Moderator: Van Canna
Our Stand Your Ground Law says you can't be sued by anyone for defending yourself, including bystanders who get hurt, as its considered the fault of the aggressor, but as far as I know, it is a part of the Stand Your Ground Law, and he didn't use that. He just went with a basic self defense. I won't be surprised at all if a suit is brought later over this because of a technicality.
Yahoo! News wrote:NBC fires producer over edited Zimmerman 911 call
Wendy Carpenter April 7, 2012 The Upshot
A producer for NBC News has been fired for editing a recording of George Zimmerman's call to police the night he fatally shot Trayvon Martin.
The New York Times is reporting that "the person was fired on Thursday, according to two people with direct knowledge of the disciplinary action who declined to be identified discussing internal company matters."
The dismissal of the Miami-based producer, whose name has not been publicized, followed an internal investigation by NBC, which led to the network apologizing earlier this week for having aired the deceptive audio.
This photo combo shows George Zimmerman. At left is a 2005 booking photo provided by the Orange County Jail via …
The recording aired on NBC's "Today" show on March 27, when the audio viewers heard suggested that Zimmerman volunteered to police, without provocation, that Martin was black: "This guy looks like he's up to no good. He looks black."
But the tape had been edited, and the portion where the 911 dispatcher specifically asks Zimmerman if the person in question was "black, white or Hispanic," was deleted.
The conversation that actually occurred between the dispatcher and Zimmerman is as follows:
"This guy looks like he's up to no good. Or he's on drugs or something. It's raining and he's just walking around, looking about." Then the dispatcher asked, "O.K., and this guy — is he white, black or Hispanic?" To which Zimmerman replied, "He looks black."
After that phone call on the night of Feb. 26, Zimmerman fatally shot Martin. The 17-year-old Martin was unarmed, and Zimmerman, a neighborhood watch volunteer in Sanford, Fla., told police he fired in self-defense after Martin attacked him.
Van Canna wrote:Bill,
Just wondering, was defense court appointed, or will the Z man have to foot the bill?

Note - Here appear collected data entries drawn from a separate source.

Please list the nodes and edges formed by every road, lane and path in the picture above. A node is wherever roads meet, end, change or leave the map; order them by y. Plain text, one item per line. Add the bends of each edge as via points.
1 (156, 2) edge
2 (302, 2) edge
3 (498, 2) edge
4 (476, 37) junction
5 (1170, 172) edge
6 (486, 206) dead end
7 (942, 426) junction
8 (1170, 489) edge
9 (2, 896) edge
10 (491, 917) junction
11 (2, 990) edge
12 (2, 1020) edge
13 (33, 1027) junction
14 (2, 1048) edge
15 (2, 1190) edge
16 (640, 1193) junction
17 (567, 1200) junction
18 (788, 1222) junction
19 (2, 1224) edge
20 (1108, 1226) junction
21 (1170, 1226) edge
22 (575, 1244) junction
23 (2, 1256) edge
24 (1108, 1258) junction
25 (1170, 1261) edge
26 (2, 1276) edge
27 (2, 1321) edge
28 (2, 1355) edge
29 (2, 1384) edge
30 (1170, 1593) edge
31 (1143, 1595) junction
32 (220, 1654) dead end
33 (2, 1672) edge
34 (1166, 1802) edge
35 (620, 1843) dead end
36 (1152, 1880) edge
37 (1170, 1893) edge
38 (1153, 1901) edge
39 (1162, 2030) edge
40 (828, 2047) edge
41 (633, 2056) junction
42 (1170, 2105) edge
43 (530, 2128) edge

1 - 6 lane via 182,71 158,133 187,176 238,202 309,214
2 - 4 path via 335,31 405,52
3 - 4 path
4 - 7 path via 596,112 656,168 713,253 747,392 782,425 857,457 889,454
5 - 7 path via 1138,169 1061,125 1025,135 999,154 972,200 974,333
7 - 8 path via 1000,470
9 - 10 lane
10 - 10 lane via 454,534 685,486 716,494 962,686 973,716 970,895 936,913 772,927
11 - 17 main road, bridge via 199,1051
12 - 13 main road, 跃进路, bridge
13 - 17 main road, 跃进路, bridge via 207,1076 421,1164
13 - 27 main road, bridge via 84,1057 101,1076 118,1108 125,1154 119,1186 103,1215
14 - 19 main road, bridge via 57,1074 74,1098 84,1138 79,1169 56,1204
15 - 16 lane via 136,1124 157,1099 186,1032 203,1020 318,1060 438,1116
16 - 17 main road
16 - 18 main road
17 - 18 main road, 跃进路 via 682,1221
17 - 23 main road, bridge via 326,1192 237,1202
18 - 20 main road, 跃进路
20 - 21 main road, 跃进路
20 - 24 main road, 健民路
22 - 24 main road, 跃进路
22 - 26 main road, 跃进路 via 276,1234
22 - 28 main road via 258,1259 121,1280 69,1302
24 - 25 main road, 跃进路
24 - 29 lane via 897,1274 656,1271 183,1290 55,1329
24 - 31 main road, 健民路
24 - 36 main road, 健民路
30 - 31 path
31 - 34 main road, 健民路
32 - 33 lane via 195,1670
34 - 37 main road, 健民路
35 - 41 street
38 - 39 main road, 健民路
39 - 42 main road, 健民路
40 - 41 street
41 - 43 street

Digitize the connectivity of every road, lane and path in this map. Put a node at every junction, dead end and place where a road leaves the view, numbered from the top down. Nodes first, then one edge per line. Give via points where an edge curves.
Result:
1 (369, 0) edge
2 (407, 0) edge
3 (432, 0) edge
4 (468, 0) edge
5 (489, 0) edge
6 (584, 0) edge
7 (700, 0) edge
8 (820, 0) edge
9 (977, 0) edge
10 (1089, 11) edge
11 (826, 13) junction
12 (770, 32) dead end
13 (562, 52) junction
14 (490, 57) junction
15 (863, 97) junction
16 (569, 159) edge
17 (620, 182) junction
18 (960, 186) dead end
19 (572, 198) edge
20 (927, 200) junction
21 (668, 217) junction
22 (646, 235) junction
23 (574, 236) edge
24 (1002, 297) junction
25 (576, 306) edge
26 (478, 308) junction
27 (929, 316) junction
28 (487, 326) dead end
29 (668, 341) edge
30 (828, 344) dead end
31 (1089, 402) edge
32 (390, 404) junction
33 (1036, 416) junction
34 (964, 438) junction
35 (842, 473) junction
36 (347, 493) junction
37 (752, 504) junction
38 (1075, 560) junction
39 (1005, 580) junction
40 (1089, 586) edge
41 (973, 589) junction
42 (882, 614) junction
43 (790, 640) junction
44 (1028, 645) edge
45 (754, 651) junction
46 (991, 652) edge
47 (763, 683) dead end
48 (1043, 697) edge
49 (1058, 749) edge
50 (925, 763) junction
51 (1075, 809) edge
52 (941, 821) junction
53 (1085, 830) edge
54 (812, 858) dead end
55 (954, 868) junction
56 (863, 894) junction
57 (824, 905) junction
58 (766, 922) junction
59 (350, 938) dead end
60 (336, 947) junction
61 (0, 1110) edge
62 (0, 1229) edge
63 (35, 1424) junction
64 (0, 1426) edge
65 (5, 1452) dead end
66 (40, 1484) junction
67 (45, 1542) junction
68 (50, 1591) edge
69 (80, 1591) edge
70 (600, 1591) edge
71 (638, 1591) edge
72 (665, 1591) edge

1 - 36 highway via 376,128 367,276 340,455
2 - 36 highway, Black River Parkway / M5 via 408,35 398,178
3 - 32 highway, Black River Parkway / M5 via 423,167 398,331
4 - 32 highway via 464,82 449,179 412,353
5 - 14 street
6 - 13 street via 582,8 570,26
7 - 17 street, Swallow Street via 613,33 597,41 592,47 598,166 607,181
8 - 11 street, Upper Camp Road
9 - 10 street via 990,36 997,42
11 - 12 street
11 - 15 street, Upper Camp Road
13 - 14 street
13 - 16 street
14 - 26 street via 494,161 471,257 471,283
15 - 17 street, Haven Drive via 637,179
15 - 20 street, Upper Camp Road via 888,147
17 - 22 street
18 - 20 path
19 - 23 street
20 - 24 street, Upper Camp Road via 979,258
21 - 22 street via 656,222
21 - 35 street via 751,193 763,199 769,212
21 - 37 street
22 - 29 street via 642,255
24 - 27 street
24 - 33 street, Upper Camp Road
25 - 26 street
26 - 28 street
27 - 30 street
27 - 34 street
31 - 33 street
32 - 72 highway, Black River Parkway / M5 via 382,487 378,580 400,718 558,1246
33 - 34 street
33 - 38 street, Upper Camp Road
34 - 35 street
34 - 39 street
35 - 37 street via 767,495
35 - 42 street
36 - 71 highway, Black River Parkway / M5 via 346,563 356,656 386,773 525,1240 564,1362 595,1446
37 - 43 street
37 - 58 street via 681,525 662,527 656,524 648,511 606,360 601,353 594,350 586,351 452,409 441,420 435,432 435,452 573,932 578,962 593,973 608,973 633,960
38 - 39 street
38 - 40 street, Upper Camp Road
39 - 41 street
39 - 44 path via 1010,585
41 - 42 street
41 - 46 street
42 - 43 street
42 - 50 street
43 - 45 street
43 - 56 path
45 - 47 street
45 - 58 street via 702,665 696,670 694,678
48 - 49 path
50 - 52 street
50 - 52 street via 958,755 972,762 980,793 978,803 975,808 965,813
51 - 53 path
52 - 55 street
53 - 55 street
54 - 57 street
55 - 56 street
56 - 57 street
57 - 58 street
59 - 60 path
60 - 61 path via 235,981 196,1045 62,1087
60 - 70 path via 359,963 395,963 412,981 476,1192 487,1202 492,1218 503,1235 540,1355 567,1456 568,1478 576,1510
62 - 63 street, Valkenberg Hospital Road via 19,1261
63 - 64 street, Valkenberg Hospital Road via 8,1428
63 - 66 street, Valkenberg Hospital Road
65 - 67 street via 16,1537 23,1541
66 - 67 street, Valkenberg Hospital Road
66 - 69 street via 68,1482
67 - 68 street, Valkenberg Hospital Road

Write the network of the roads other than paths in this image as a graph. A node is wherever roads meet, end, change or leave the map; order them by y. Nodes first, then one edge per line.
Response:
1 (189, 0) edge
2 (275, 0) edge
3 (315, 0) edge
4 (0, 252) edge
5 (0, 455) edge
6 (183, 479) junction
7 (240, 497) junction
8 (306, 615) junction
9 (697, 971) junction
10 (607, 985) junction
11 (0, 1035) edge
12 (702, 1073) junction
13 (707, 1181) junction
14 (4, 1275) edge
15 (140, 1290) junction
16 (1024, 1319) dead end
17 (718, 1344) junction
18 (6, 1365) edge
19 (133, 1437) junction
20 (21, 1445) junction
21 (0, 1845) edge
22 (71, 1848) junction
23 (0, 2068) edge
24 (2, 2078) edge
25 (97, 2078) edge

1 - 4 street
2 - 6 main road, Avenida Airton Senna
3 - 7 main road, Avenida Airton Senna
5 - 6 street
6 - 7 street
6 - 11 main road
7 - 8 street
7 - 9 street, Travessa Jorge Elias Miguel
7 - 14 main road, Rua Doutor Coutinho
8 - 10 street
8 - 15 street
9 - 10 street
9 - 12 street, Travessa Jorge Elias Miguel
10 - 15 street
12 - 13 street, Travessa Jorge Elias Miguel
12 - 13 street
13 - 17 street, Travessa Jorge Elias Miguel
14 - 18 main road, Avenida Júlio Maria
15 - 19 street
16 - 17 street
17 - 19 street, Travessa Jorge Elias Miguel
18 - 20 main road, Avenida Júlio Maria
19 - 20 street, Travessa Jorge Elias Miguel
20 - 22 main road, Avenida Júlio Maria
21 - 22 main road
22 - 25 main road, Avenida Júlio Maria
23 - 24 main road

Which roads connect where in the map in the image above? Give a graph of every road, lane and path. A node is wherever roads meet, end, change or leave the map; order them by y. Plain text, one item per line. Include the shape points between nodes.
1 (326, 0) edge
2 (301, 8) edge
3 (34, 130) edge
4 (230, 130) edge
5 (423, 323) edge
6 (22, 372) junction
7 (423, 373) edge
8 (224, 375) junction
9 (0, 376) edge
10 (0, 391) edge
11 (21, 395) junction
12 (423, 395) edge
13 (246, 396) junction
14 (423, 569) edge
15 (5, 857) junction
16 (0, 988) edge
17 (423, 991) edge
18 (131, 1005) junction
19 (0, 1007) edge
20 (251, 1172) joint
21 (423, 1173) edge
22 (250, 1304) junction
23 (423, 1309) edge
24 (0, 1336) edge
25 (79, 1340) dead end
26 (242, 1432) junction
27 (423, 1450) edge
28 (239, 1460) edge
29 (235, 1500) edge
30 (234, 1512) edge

Van Canna wrote:ZZZZZZZzzz
http://blutube.policeone.com/videos/632 ... tter&nlid=
Van Canna wrote:Our Stand Your Ground Law says you can't be sued by anyone for defending yourself, including bystanders who get hurt, as its considered the fault of the aggressor, but as far as I know, it is a part of the Stand Your Ground Law, and he didn't use that. He just went with a basic self defense. I won't be surprised at all if a suit is brought later over this because of a technicality.
The question that has not surfaced in the courtroom -- the elephant in the room -- is this: Did Martin fear for his life after being followed and confronted by a stranger while going to the store to buy candy and a soft drink? Was he, Martin, justified in standing his ground and defending himself when this stranger, an apparent stalker, approached him in a threatening manner?
Zimmerman didn't identify himself and never said he was part of the neighborhood watch group.
Think about it: We're told over and over that if Zimmerman was afraid of Martin, according to Florida law, he had the right to put a bullet in the chamber of his concealed handgun, get out of his car after being told not to by the 911 dispatcher and follow and confront Martin and shoot him to death.
At the same time, we are told that Martin, who had far greater reason to fear Zimmerman, practically and for reasons of American history, did not have the right to confront his stalker, stand his ground and defend himself, including by using his fists. We are told that this was entirely unjustified and by doing so, Martin justified his own execution.
The phrases "stand your ground" and "self-defense" have been repeated endlessly by anchors, pundits, analysts and experts, but rarely applied to Martin.
How could this be? Why is this other question ignored? Surely it will come up as we approach the trial, I thought. But it hasn't. What's going on here? How can the Florida law apply only to Zimmerman and not to Martin?
Why hasn't the prosecution team used Florida law to argue strongly for Martin's right of self-defense, his right to stand his ground against a stalker? Why not turn the tables on Zimmerman's exclusive claim to that argument?
jorvik wrote:for one thing Zimmerman isn't even white and even teaches black kids...so it's not white on black.....
U.S. Census Bureau wrote:The U.S. Census Bureau released today a 2010 Census brief, The White Population: 2010 [PDF], that shows the white population continued to be the largest race group in the nation, representing 75 percent of the total population, but grew at a slower rate than the total population.
Hispanics Accounted for Three-Fourths of White Population Growth
Whites who identified as being of Hispanic origin increased by 56 percent between 2000 and 2010. Of the 231.0 million white alone-or-in-combination population in the 2010 Census, 29.2 million, or 13 percent, reported they were Hispanic, up from 9 percent in 2000.
jorvik wrote:WEll we heard about Zimmerman over here....but not a peep about this
http://www.youtube.com/watch?v=mlGMHzxh ... r_embedded
Which is far more disturbing, I wonder why that was?